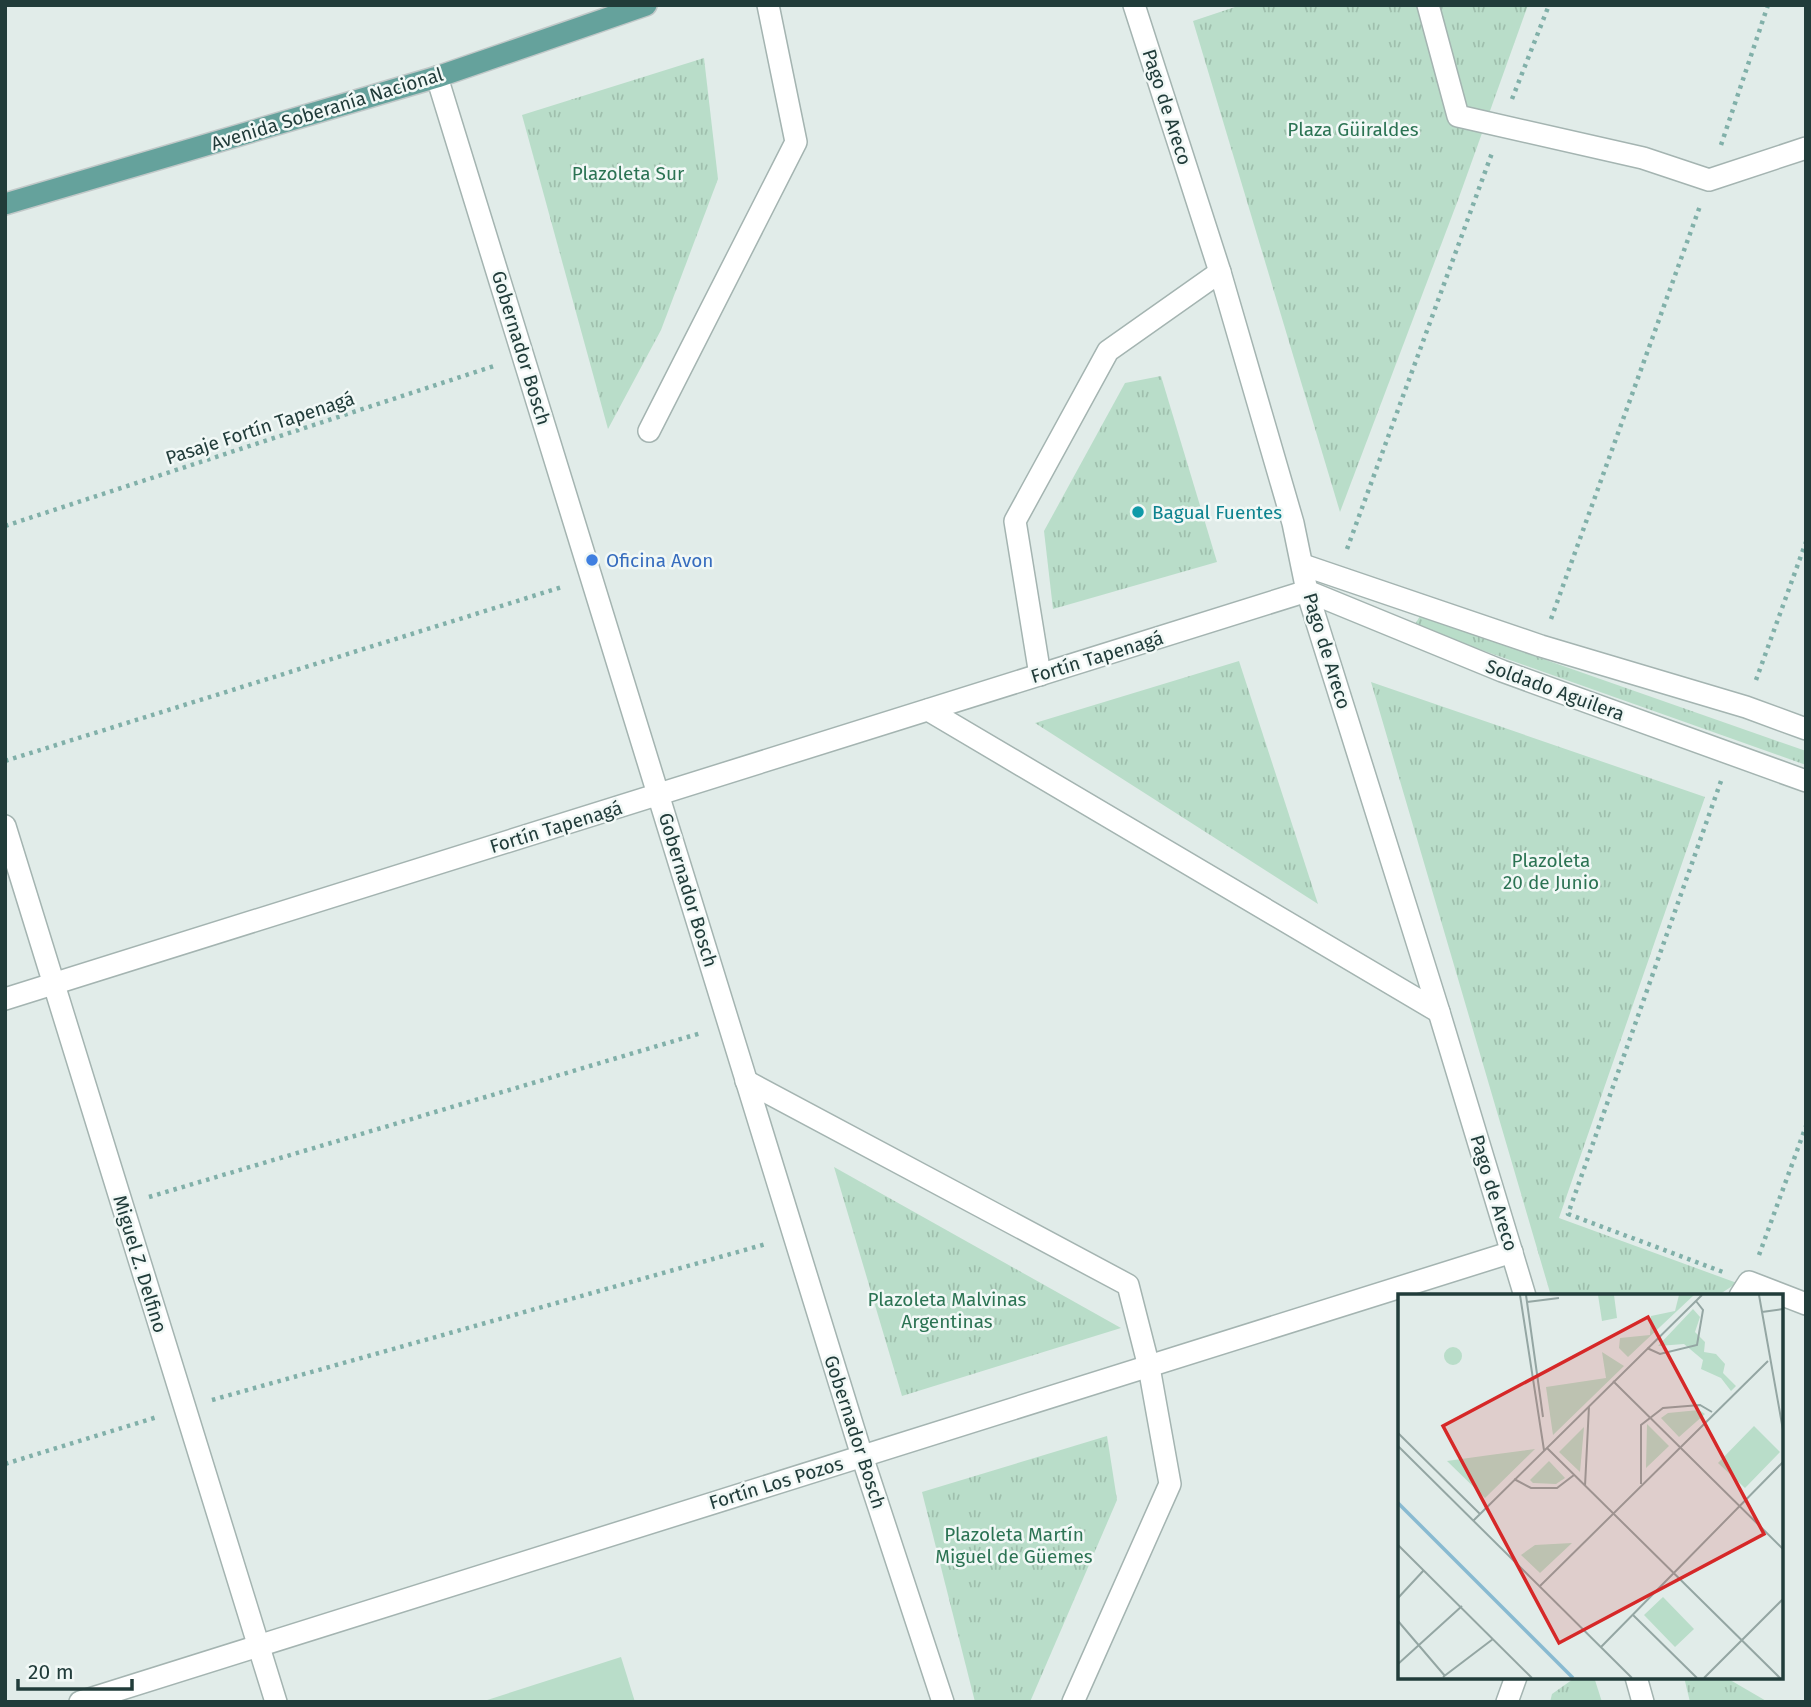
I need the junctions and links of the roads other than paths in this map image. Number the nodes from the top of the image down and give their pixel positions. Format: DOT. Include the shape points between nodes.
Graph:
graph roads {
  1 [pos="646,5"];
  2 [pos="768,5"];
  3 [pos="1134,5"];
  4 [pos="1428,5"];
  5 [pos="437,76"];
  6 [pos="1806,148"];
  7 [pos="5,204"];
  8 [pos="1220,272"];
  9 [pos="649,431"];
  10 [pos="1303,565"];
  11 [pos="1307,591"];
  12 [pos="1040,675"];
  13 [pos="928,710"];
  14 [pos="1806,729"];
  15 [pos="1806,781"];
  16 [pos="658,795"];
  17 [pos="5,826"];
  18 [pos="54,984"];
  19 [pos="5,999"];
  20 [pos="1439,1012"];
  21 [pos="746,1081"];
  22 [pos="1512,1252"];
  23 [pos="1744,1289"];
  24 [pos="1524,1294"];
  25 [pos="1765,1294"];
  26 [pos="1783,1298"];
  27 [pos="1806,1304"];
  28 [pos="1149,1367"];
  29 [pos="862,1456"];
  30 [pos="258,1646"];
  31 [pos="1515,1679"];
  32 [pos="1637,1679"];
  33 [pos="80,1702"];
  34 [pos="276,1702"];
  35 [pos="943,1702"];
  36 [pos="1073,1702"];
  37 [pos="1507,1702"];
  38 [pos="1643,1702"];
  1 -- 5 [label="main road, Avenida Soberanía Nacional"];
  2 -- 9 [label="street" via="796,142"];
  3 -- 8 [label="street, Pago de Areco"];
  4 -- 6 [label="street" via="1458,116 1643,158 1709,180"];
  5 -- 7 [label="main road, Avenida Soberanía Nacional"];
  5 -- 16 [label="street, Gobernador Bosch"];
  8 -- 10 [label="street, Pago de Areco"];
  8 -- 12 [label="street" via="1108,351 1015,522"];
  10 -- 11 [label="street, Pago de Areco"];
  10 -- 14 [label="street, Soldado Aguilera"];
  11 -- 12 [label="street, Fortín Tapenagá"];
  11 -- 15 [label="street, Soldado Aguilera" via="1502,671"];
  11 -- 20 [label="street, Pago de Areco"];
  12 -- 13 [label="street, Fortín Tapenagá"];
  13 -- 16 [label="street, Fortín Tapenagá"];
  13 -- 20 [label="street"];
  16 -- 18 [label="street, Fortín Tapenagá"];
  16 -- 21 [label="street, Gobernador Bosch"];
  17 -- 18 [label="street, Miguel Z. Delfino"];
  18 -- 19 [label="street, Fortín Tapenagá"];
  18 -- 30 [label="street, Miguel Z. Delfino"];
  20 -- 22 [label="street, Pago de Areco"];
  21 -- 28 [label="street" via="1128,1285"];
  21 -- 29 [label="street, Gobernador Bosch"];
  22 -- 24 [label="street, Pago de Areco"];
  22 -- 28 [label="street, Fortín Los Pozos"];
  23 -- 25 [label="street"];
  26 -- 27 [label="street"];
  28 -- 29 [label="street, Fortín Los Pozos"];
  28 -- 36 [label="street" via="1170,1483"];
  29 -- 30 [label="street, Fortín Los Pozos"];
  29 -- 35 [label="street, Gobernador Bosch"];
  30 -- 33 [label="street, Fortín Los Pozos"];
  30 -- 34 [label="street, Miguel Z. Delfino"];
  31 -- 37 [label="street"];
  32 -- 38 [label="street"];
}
-=-=-=-=-
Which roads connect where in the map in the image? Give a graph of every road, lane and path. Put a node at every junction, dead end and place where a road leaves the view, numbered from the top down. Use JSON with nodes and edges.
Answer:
-=-=-=-=-
> **Work to be completed**:
Please state how many lines of the material contain the word "from", giving the number alone.

> **Solution to the problem**:
2